■ **REQUIRED ACTION**
Report every line below that holds the word "غسان".

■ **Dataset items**
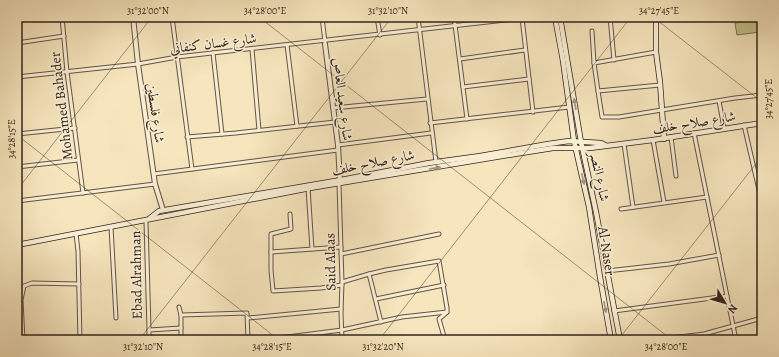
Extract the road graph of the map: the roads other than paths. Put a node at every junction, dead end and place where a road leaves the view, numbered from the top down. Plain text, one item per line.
1 (62, 17) edge
2 (133, 17) edge
3 (172, 17) edge
4 (322, 17) edge
5 (377, 17) edge
6 (418, 17) edge
7 (454, 17) edge
8 (531, 17) edge
9 (555, 17) edge
10 (560, 17) edge
11 (610, 17) edge
12 (520, 18) edge
13 (655, 18) edge
14 (455, 26) junction
15 (419, 30) junction
16 (592, 31) dead end
17 (380, 35) junction
18 (64, 36) junction
19 (325, 42) junction
20 (17, 43) edge
21 (288, 45) junction
22 (252, 49) junction
23 (525, 50) junction
24 (656, 52) junction
25 (213, 53) junction
26 (177, 57) junction
27 (460, 59) junction
28 (614, 60) junction
29 (594, 63) junction
30 (138, 64) junction
31 (67, 72) junction
32 (17, 77) edge
33 (529, 79) junction
34 (660, 85) junction
35 (463, 87) junction
36 (598, 91) junction
37 (762, 95) edge
38 (427, 99) junction
39 (719, 101) junction
40 (569, 107) junction
41 (333, 108) junction
42 (663, 109) junction
43 (533, 112) junction
44 (467, 119) junction
45 (335, 122) junction
46 (762, 123) edge
47 (430, 124) junction
48 (744, 125) junction
49 (297, 126) junction
50 (75, 128) junction
51 (724, 128) junction
52 (259, 130) junction
53 (431, 133) junction
54 (694, 133) junction
55 (17, 134) edge
56 (222, 134) junction
57 (188, 137) junction
58 (671, 137) junction
59 (664, 138) junction
60 (653, 140) junction
61 (574, 141) junction
62 (581, 142) junction
63 (624, 144) junction
64 (338, 145) junction
65 (605, 145) junction
66 (576, 148) junction
67 (582, 148) junction
68 (338, 150) junction
69 (78, 160) junction
70 (436, 162) junction
71 (17, 167) edge
72 (192, 169) junction
73 (154, 174) junction
74 (676, 176) dead end
75 (340, 182) junction
76 (155, 184) junction
77 (308, 188) junction
78 (83, 193) junction
79 (707, 197) junction
80 (17, 201) edge
81 (664, 202) junction
82 (762, 202) edge
83 (633, 207) junction
84 (621, 209) dead end
85 (163, 210) junction
86 (290, 214) dead end
87 (147, 220) junction
88 (110, 227) junction
89 (76, 234) junction
90 (439, 234) dead end
91 (17, 245) edge
92 (341, 247) junction
93 (312, 249) junction
94 (271, 252) junction
95 (341, 254) junction
96 (719, 255) junction
97 (607, 271) junction
98 (369, 274) junction
99 (79, 284) junction
100 (342, 284) junction
101 (444, 285) junction
102 (728, 296) junction
103 (376, 299) junction
104 (179, 307) dead end
105 (341, 309) junction
106 (614, 311) junction
107 (447, 312) junction
108 (181, 315) junction
109 (116, 318) dead end
110 (248, 318) junction
111 (762, 318) edge
112 (381, 322) junction
113 (733, 326) junction
114 (181, 328) junction
115 (149, 330) junction
116 (342, 330) junction
117 (303, 338) edge
118 (445, 339) edge
119 (23, 340) edge
120 (80, 340) edge
121 (149, 340) edge
122 (181, 340) edge
123 (214, 340) edge
124 (248, 340) edge
125 (264, 340) edge
126 (342, 340) edge
127 (440, 340) edge
128 (612, 340) edge
129 (620, 340) edge
130 (655, 340) edge
131 (736, 340) edge

1 - 18 street, Mohamed Bahader
2 - 30 street, شارع فلسطين
3 - 26 street
4 - 19 street, شارع سعيد العاص
5 - 17 street
6 - 15 street
7 - 14 street
8 - 12 street, شارع غسان كنفاني
9 - 40 main road, شارع النصر
62 -> 10 main road, شارع النصر
11 - 28 street
12 - 14 street, شارع غسان كنفاني
12 - 23 street
13 - 24 main road
14 - 15 street, شارع غسان كنفاني
14 - 27 street
15 - 17 street, شارع غسان كنفاني
15 - 38 street
16 - 29 street
17 - 19 street, شارع غسان كنفاني
18 - 20 street
18 - 31 street, Mohamed Bahader
19 - 21 street, شارع غسان كنفاني
19 - 41 street, شارع سعيد العاص
21 - 22 street, شارع غسان كنفاني
21 - 49 street
22 - 25 street, شارع غسان كنفاني
22 - 52 street
23 - 27 street
23 - 33 street
24 - 28 street
24 - 34 main road
25 - 26 street, شارع غسان كنفاني
25 - 56 street
26 - 30 street, شارع غسان كنفاني
26 - 57 street
27 - 35 street
28 - 29 street
29 - 36 street
30 - 31 street, شارع غسان كنفاني
30 - 73 street, شارع فلسطين
31 - 32 street, شارع غسان كنفاني
31 - 50 street, Mohamed Bahader
33 - 35 street
33 - 43 street
34 - 36 street
34 - 42 main road
35 - 44 street
36 - 42 street
37 - 39 street
38 - 41 street
38 - 47 street
39 - 42 street
39 - 51 street
40 - 43 street
40 - 61 main road, شارع النصر
41 - 45 street, شارع سعيد العاص
42 - 59 main road
43 - 44 street
44 - 47 street
45 - 49 street
45 - 64 street, شارع سعيد العاص
46 - 48 main road, شارع صلاح خلف
47 - 53 street
48 - 51 main road, شارع صلاح خلف
48 - 82 street
49 - 52 street
50 - 55 street
50 - 69 street, Mohamed Bahader
51 - 54 main road, شارع صلاح خلف
52 - 56 street
53 - 64 street
53 - 70 street
54 - 58 main road, شارع صلاح خلف
54 - 79 street
56 - 57 street
57 - 72 street
58 - 59 main road, شارع صلاح خلف
58 - 74 street
59 - 60 main road, شارع صلاح خلف
60 - 63 main road, شارع صلاح خلف
60 - 81 street
61 - 62 main road, شارع صلاح خلف
61 - 66 main road, Al-Naser
61 - 70 main road, شارع صلاح خلف
62 - 65 main road, شارع صلاح خلف
62 - 67 main road, شارع النصر
63 - 65 main road, شارع صلاح خلف
63 - 83 street
64 - 68 street, شارع سعيد العاص
65 - 67 main road, شارع صلاح خلف
66 - 67 main road, شارع صلاح خلف
75 -> 66 main road, شارع صلاح خلف
66 -> 128 main road, Al-Naser
67 - 97 main road, شارع النصر
68 - 72 street
68 - 75 street, شارع سعيد العاص
69 - 71 street
69 - 78 street, Mohamed Bahader
70 - 75 main road, شارع صلاح خلف
72 - 73 street
73 - 76 street, شارع فلسطين
75 - 77 main road, شارع صلاح خلف
75 - 85 main road, شارع صلاح خلف
75 - 92 street, Said Alaas
76 - 78 street
76 - 85 street, شارع فلسطين
77 - 87 main road, شارع صلاح خلف
77 - 93 street
78 - 80 street
79 - 81 street
79 - 96 street
81 - 83 street
83 - 84 street
85 - 87 main road, شارع صلاح خلف
86 - 94 street
87 - 88 main road, شارع صلاح خلف
87 - 115 street, Ebad Alrahman
88 - 89 main road, شارع صلاح خلف
88 - 109 street
89 - 91 main road, شارع صلاح خلف
89 - 99 street
90 - 95 street
92 - 93 street
92 - 95 street, Said Alaas
93 - 94 street
94 - 100 street
95 - 100 street, Said Alaas
96 - 97 street
96 - 102 street
97 - 106 main road, شارع النصر
98 - 100 street
98 - 101 street
98 - 103 street
99 - 119 street
99 - 120 street
100 - 105 street, Said Alaas
101 - 103 street
101 - 107 street
102 - 106 street
102 - 113 street
103 - 112 street
104 - 108 street
105 - 110 street
105 - 116 street, Said Alaas
106 - 129 main road, شارع النصر
107 - 112 street
107 - 118 street
108 - 110 street
108 - 114 street
110 - 124 street
111 - 113 street
112 - 116 street
113 - 130 street
113 - 131 street
114 - 115 street, Ebad Alrahman
114 - 122 street
115 - 121 street, Ebad Alrahman
116 - 117 street
116 - 126 street, Said Alaas
117 - 125 street
118 - 127 street
123 - 124 street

■ **COMPLETED EXERCISE**
8 - 12 street, شارع غسان كنفاني
12 - 14 street, شارع غسان كنفاني
14 - 15 street, شارع غسان كنفاني
15 - 17 street, شارع غسان كنفاني
17 - 19 street, شارع غسان كنفاني
19 - 21 street, شارع غسان كنفاني
21 - 22 street, شارع غسان كنفاني
22 - 25 street, شارع غسان كنفاني
25 - 26 street, شارع غسان كنفاني
26 - 30 street, شارع غسان كنفاني
30 - 31 street, شارع غسان كنفاني
31 - 32 street, شارع غسان كنفاني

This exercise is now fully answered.